Australia faces a “moral imperative” to help its neighbours in the Pacific and other vulnerable countries to stop the spread of coronavirus, aid groups have declared.
But at a time when the need for support at home and abroad has intensified, not-for-profit organisations have raised concerns about their own financial pressures as donations decline.
Late on Sunday the government bowed to calls for charities to be granted easier access to the new wage subsidies amid fears that many would have missed out because of the way their funding is structured.
Care Australia, an international humanitarian aid organisation with 90 staff in Australia and a support network of more than 700 staff across the region, said it had to suspend face-to-face fundraising in March amid tighter social distancing rules.
It also expected donations to drop over the coming months because potential contributors were losing their jobs or facing uncertain economic times.
Its chief executive, Peter Walton, said it would be a tragedy if organisations like his had to consider staff cuts when the need for their work was greater than ever.
“It’s very easy to think about how we can do everything we need to [stop the spread of coronavirus] here in Australia,” he told Guardian Australia.
“But coronavirus isn’t going to be defeated if we’re not defeating it everywhere.
“I think there is a moral imperative that if we really want things to return to normal in Australia, we have to think about how we also make it return to normal within our region and more broadly as quickly as we can.”
Walton said the pandemic would have health and economic repercussions that would hit some of the world’s poorest much harder, including in war zones, refugee camps and disaster zones.
He said while Australia had one doctor to 280 people, Papua New Guinea’s ratio was more like one to 18,000.
Walton noted that a category five cyclone was bearing down on Vanuatu, which is yet to confirm any cases of Covid-19 but has been in a state of emergency for weeks.
Not only was it difficult to send in international support, localised responses such as cyclone-safe centralised evacuation centres were not compatible with physical distancing.
“So we really are in uncharted territory and I’m deeply, deeply concerned about the countries in our region,” Walton said.
His concerns were backed up by other aid groups.
Lyn Morgain, the chief executive of Oxfam Australia, said she was gravely worried for the millions living in refugee camps across the globe, where self-isolation and social-distancing protocols were “completely unrealistic” and any outbreak “would spread like wildfire”.
“Just weeks ago I visited the Rohingya refugee camp at Cox’s Bazar in Bangladesh, which is severely overcrowded with 40,000 people per square kilometre,” she said.
“The Australian government must contribute its fair share to the UN’s appeal to help poor countries contain and respond to the virus, as well as to respond to the looming economic crisis, which will plunge millions more people into poverty.”
The head of Plan International Australia, Susanne Legena, said while positive signs were emerging to suggest Australia was “flattening the curve” of Covid-19 infections, achieving this in developing countries would be “infinitely more challenging”.
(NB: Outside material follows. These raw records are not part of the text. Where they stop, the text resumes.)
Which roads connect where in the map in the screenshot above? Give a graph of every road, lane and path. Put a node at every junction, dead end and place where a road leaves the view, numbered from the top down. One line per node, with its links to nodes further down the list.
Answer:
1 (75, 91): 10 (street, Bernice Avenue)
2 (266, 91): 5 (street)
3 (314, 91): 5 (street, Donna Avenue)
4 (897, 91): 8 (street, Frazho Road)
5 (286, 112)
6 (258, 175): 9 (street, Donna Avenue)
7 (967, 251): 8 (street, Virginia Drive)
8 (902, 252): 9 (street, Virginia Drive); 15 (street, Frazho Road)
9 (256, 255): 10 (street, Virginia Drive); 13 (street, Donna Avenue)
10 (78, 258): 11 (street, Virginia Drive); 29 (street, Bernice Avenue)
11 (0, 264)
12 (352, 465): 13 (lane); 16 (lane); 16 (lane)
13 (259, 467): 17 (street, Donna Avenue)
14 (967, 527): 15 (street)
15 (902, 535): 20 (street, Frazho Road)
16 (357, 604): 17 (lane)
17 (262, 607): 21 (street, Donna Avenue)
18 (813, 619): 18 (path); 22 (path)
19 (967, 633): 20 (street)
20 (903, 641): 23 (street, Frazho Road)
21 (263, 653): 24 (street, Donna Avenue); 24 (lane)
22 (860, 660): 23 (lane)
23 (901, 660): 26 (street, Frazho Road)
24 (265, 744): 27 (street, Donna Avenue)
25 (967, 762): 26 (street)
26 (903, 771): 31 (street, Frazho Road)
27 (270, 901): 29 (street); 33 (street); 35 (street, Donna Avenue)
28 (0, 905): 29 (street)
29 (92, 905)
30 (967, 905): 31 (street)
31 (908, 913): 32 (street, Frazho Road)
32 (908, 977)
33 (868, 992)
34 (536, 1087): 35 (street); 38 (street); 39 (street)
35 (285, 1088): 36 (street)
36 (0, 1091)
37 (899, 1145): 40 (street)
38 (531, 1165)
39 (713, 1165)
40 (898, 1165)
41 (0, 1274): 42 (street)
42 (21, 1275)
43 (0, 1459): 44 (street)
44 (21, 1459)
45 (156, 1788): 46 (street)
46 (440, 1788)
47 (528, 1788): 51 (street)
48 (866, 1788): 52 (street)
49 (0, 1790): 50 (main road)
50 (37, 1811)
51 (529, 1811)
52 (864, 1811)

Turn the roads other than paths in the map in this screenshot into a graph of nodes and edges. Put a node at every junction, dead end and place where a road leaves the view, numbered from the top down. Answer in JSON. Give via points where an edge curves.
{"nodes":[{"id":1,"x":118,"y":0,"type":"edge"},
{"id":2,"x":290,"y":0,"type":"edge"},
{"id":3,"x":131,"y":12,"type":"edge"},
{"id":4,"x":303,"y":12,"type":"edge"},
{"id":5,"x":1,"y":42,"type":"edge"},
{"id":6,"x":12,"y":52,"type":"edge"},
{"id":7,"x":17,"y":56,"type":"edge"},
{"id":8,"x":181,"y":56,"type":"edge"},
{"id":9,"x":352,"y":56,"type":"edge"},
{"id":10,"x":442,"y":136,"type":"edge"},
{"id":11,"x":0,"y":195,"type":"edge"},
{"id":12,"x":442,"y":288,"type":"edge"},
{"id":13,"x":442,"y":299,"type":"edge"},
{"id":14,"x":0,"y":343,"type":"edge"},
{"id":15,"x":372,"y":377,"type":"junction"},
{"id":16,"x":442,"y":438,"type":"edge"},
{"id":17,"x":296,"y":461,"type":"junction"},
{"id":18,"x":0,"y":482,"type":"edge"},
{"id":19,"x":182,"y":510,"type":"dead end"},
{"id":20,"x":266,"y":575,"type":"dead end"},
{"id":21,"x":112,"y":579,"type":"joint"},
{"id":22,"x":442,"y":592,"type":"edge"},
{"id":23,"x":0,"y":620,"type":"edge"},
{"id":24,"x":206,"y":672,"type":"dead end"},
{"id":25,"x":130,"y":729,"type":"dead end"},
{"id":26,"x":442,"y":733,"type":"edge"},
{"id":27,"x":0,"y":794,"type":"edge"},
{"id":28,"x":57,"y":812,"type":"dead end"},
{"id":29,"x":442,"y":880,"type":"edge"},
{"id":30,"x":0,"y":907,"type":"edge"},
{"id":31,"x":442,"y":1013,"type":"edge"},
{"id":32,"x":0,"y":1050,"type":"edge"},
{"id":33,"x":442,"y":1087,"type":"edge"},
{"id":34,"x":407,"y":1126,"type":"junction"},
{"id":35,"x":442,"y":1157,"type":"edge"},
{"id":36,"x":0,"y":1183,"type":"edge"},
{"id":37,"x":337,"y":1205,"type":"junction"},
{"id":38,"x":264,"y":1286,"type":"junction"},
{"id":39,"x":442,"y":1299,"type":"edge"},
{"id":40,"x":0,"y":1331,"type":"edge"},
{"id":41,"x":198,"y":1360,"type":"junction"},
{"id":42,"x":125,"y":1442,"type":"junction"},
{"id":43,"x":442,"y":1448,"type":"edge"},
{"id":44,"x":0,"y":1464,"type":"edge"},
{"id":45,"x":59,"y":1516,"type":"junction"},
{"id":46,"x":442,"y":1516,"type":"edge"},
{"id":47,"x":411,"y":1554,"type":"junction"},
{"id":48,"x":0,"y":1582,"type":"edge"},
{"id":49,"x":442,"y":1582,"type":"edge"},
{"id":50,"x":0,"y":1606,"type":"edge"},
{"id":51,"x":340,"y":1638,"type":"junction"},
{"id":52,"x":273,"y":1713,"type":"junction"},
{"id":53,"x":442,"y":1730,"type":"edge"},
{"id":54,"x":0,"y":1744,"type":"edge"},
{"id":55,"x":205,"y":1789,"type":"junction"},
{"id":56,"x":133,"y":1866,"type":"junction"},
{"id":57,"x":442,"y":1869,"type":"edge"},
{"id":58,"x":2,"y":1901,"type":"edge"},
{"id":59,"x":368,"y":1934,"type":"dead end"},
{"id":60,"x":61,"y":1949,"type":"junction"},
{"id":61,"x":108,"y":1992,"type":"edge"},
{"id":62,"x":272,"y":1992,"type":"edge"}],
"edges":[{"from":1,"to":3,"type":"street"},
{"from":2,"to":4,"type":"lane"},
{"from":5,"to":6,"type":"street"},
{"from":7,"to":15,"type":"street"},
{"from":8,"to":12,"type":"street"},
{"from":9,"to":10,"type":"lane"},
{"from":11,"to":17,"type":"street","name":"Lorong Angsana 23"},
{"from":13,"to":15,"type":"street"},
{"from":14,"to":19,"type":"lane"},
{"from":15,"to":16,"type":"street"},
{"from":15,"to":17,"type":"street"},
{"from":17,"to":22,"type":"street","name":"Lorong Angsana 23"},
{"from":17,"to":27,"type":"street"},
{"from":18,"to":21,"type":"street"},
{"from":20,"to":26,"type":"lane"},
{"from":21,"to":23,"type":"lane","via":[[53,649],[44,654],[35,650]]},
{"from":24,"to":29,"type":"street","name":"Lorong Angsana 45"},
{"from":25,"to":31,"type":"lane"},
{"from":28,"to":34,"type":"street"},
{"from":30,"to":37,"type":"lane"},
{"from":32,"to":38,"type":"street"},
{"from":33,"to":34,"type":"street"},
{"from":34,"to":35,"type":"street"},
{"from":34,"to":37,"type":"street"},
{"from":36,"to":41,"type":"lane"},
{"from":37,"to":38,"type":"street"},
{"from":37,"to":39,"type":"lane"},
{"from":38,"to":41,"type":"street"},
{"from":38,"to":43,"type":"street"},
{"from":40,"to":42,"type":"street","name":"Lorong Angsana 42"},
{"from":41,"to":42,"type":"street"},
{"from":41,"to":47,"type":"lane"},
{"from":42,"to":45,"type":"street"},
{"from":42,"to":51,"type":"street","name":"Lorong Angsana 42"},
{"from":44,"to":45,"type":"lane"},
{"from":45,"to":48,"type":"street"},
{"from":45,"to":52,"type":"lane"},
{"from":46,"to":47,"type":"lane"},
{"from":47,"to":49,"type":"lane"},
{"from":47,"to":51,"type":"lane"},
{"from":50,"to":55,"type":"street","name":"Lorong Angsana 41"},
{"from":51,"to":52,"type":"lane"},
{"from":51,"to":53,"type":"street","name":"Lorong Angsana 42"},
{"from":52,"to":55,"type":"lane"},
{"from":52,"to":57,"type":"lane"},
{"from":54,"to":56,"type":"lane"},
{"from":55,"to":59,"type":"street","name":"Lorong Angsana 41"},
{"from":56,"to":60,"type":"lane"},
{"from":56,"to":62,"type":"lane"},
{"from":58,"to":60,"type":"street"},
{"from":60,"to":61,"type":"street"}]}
Something as simple as accessing soap and water to wash hands was a daily challenge, she said, while physical distancing was difficult in heavily populated areas.
“We have no doubt whatsoever that the Covid-19 crisis is on a path to overwhelm national health systems, badly damage economies and put millions of children at significant risk of harm,” Legena said.
“Girls, in particular, face increased threats of sexual violence, discrimination and abuse as they do in any emergency situation.”
The chief executive of ChildFund Australia, Margaret Sheehan, said Covid-19 threatened not only the physical health and wellbeing of children and families, but the hard-fought development advances of the past 20 years.
“There is a real risk that many communities will back-slide into extreme poverty,” said Sheehan, whose organisation has been assisting the emergency response in PNG.
She said a range of charity and aid groups might have missed out on the jobkeeper payment scheme as originally announced because the rules had been “fundamentally geared to commercial enterprises”.
While not-for-profit organisations were eligible, they had been set to face the same eligibility test as businesses: a drop in turnover of 30% or more compared with a comparable period last year, or 50% if their annual turnover was above $1bn.
The treasurer, Josh Frydenberg, announced late on Sunday that the threshold would be lowered to 15% for charities registered with the Australian Charities and Not-for-Profits Commission.
He said the reduced threshold – to be included in the $130bn package to go before parliament on Wednesday – would “support a sector which is expected to have a significant increase in demand for its services”.
Andrew Leigh, the shadow assistant minister for Treasury and charities, said the charitable sector was facing “a perfect storm” and “should not be left out in the cold”.
He said diversified not-for-profits might face a huge drop in one part of their organisation but not in other parts, and were therefore worried about their eligibility for jobkeeper payments.
“It’s hard for me to imagine a more important sector than the charitable sector right now,” Leigh said.